→ **INSTRUCTIONS TO FOLLOW**: Each line of the material holding the word "arrow" must be identified and copied.

→ **MATERIAL PROVIDED**:

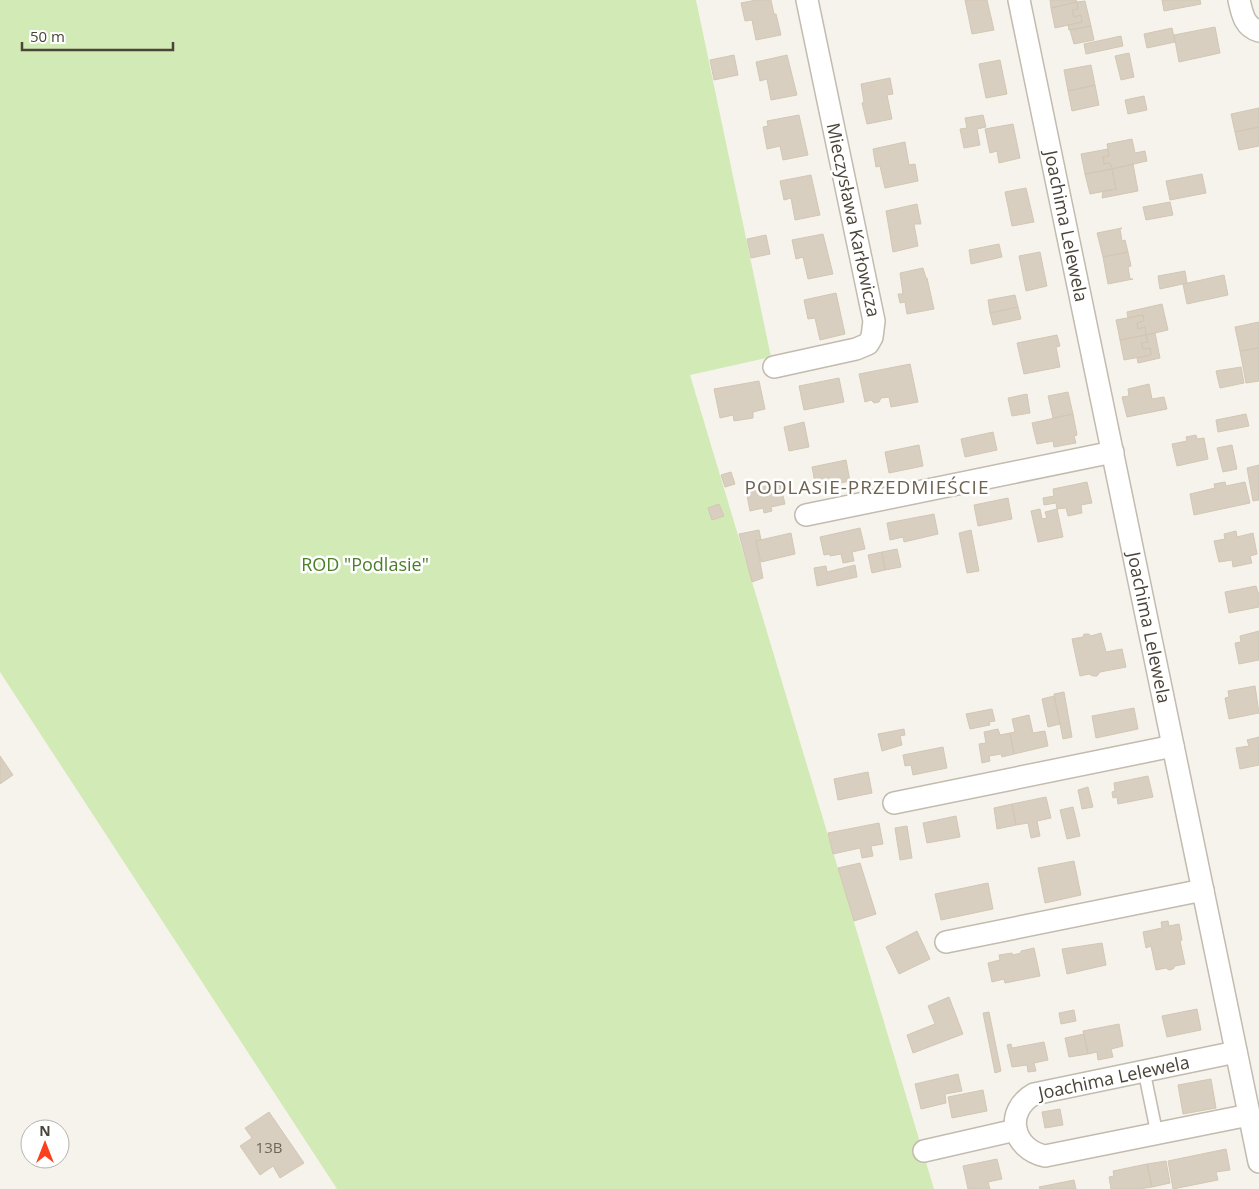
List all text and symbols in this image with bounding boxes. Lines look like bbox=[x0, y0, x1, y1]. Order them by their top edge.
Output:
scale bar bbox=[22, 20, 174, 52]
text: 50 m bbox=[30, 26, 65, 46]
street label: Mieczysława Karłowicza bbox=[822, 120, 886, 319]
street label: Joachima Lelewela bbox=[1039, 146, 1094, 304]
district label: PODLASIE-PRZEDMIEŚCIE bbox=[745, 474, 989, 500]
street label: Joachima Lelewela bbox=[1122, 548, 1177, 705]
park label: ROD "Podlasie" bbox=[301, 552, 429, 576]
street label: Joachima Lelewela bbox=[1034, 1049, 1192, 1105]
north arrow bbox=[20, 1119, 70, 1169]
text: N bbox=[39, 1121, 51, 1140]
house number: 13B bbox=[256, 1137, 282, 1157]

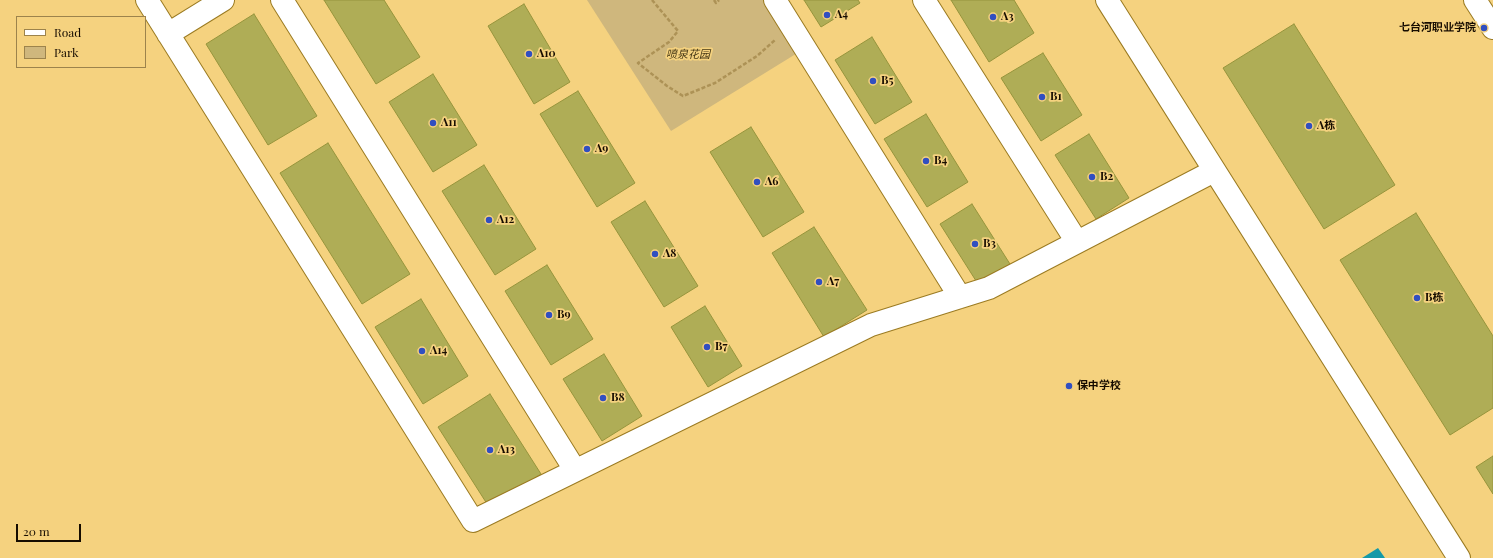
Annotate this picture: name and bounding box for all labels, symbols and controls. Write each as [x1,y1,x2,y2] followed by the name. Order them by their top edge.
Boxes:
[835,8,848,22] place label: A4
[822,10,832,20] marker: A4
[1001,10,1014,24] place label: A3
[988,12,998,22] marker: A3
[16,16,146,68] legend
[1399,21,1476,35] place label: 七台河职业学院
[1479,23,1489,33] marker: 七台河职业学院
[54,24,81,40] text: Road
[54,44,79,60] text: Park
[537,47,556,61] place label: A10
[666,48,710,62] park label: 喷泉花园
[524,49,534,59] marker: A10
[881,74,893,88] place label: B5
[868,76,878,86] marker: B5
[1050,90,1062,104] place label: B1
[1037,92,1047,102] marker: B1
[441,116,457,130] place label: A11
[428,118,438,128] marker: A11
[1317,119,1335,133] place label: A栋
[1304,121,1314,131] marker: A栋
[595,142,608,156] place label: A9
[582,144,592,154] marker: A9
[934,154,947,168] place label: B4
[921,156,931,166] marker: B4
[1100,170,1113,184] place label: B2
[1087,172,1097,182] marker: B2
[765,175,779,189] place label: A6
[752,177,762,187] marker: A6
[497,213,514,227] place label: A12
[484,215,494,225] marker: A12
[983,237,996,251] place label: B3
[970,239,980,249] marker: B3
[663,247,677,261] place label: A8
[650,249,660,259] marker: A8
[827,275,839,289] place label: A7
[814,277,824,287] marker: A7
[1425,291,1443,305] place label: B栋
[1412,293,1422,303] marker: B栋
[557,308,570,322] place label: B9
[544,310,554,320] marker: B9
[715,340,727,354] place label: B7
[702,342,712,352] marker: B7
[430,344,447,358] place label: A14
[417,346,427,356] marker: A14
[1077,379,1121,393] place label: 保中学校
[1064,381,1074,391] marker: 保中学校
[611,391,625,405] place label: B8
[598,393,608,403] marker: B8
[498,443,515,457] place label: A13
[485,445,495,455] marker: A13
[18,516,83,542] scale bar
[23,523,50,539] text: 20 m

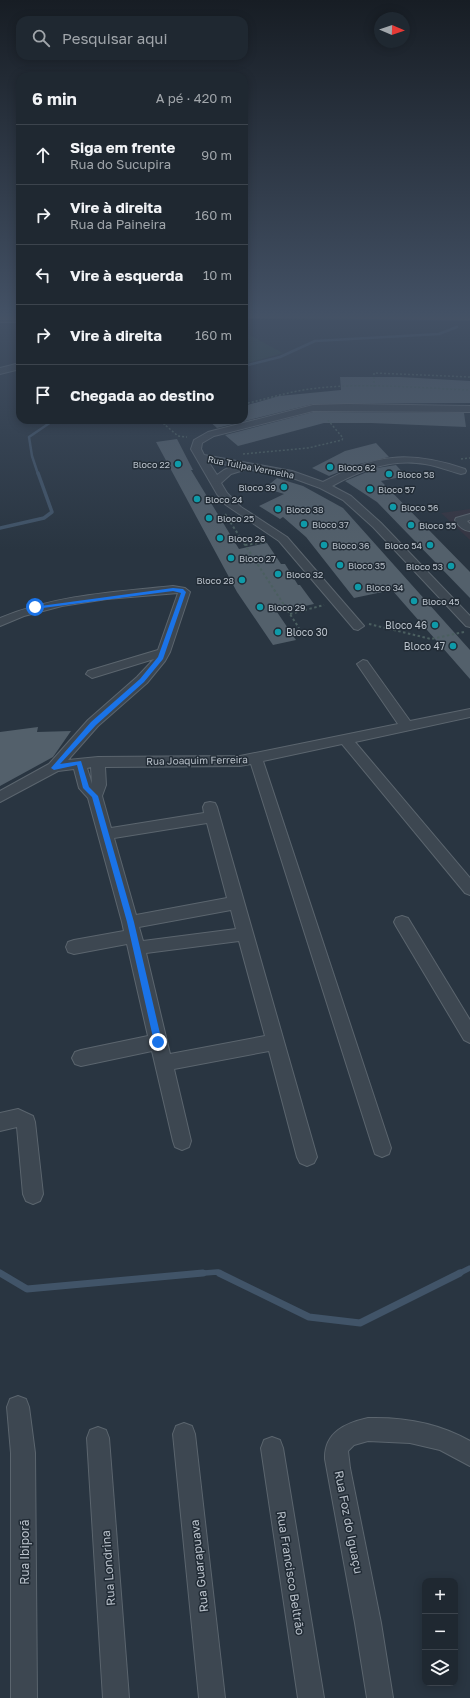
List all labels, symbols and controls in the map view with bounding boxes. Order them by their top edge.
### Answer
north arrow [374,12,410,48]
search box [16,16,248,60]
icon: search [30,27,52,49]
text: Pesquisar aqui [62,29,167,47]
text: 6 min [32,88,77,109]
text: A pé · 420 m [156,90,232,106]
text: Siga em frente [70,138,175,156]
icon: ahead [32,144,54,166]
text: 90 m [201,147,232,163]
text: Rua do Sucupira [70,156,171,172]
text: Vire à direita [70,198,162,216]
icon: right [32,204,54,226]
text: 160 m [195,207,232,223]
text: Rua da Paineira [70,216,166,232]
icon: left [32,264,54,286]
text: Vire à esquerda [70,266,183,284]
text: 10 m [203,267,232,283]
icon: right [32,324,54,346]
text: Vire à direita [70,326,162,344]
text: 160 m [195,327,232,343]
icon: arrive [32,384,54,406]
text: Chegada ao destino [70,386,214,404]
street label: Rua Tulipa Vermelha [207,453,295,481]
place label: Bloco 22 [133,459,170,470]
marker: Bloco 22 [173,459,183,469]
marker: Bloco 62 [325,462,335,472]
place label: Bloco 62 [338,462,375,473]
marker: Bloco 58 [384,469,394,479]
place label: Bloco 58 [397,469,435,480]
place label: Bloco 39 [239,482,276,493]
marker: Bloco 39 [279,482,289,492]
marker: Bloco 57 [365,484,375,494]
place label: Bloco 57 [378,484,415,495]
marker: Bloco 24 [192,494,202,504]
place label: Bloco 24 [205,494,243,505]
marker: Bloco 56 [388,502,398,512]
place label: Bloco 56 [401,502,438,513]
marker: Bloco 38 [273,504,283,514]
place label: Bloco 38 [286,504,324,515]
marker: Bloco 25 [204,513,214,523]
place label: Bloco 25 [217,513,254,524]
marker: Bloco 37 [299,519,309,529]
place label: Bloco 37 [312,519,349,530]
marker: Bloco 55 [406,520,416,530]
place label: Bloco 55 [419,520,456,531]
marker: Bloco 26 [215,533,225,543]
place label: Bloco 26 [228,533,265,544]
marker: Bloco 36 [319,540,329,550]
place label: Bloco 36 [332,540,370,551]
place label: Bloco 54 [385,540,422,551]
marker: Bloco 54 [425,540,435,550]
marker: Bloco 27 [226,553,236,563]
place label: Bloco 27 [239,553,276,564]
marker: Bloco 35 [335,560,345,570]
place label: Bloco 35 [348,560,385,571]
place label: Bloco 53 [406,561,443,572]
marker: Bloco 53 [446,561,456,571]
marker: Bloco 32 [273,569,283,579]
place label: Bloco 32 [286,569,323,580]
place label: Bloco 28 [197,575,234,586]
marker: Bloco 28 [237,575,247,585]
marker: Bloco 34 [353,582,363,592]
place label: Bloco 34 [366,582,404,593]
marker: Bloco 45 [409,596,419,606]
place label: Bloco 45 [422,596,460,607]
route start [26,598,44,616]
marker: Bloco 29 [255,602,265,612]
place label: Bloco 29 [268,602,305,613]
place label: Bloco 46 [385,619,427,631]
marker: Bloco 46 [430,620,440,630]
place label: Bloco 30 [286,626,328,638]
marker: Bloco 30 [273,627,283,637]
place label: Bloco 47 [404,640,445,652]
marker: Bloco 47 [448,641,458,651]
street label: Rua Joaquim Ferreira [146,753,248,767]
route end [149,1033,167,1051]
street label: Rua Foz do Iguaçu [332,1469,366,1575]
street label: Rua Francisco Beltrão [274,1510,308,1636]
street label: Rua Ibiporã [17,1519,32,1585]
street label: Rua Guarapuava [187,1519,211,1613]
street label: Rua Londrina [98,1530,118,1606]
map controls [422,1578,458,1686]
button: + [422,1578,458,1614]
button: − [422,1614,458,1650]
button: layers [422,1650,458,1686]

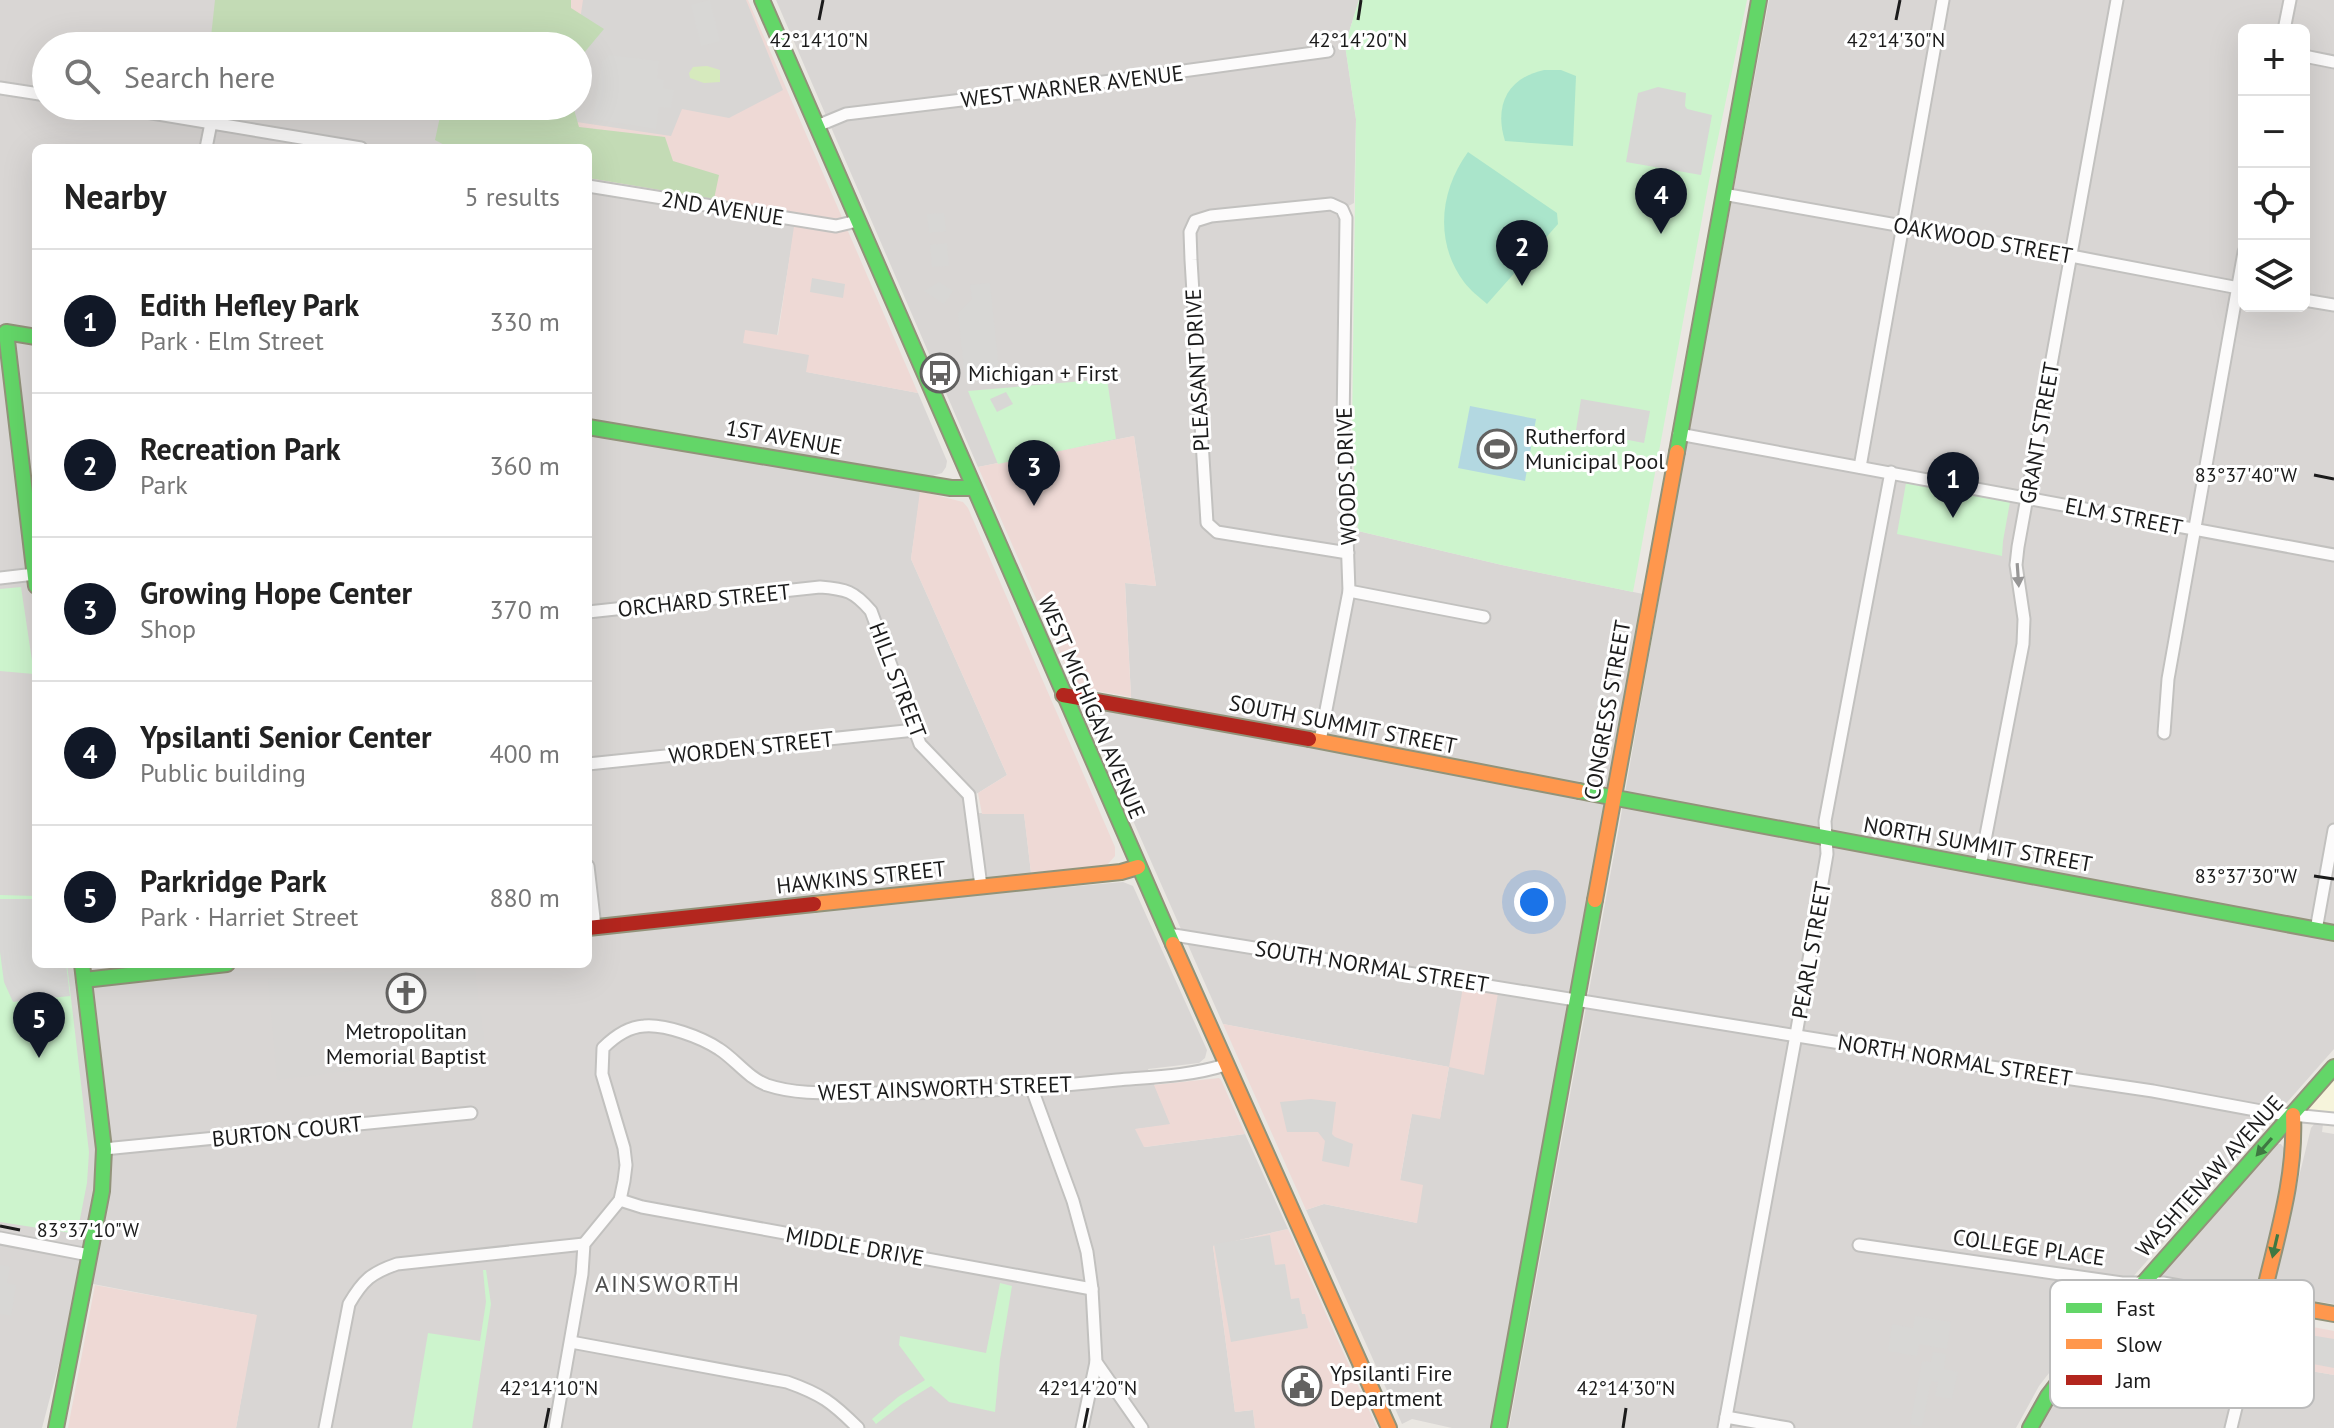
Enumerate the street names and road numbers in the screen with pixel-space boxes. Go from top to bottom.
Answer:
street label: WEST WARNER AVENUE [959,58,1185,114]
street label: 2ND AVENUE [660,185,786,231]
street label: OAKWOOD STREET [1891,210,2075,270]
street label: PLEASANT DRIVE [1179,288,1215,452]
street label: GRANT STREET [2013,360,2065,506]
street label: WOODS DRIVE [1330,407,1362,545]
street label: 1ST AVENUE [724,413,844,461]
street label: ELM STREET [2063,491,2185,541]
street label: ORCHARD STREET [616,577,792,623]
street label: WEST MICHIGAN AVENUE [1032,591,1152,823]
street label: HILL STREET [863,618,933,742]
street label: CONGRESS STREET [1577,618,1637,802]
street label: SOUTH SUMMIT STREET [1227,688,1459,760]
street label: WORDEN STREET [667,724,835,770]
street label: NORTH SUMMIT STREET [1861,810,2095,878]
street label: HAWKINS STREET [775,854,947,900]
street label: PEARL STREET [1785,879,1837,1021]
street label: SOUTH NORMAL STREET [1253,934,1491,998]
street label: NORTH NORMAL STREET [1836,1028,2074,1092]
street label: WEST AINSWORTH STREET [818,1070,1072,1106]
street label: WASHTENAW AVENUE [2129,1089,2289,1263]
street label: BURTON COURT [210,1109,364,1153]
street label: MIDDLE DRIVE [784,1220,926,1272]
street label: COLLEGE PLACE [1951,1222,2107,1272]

→ **RESPONSE FOR THIS EXERCISE**:
north arrow bbox=[20, 1119, 70, 1169]
north arrow [374,12,410,48]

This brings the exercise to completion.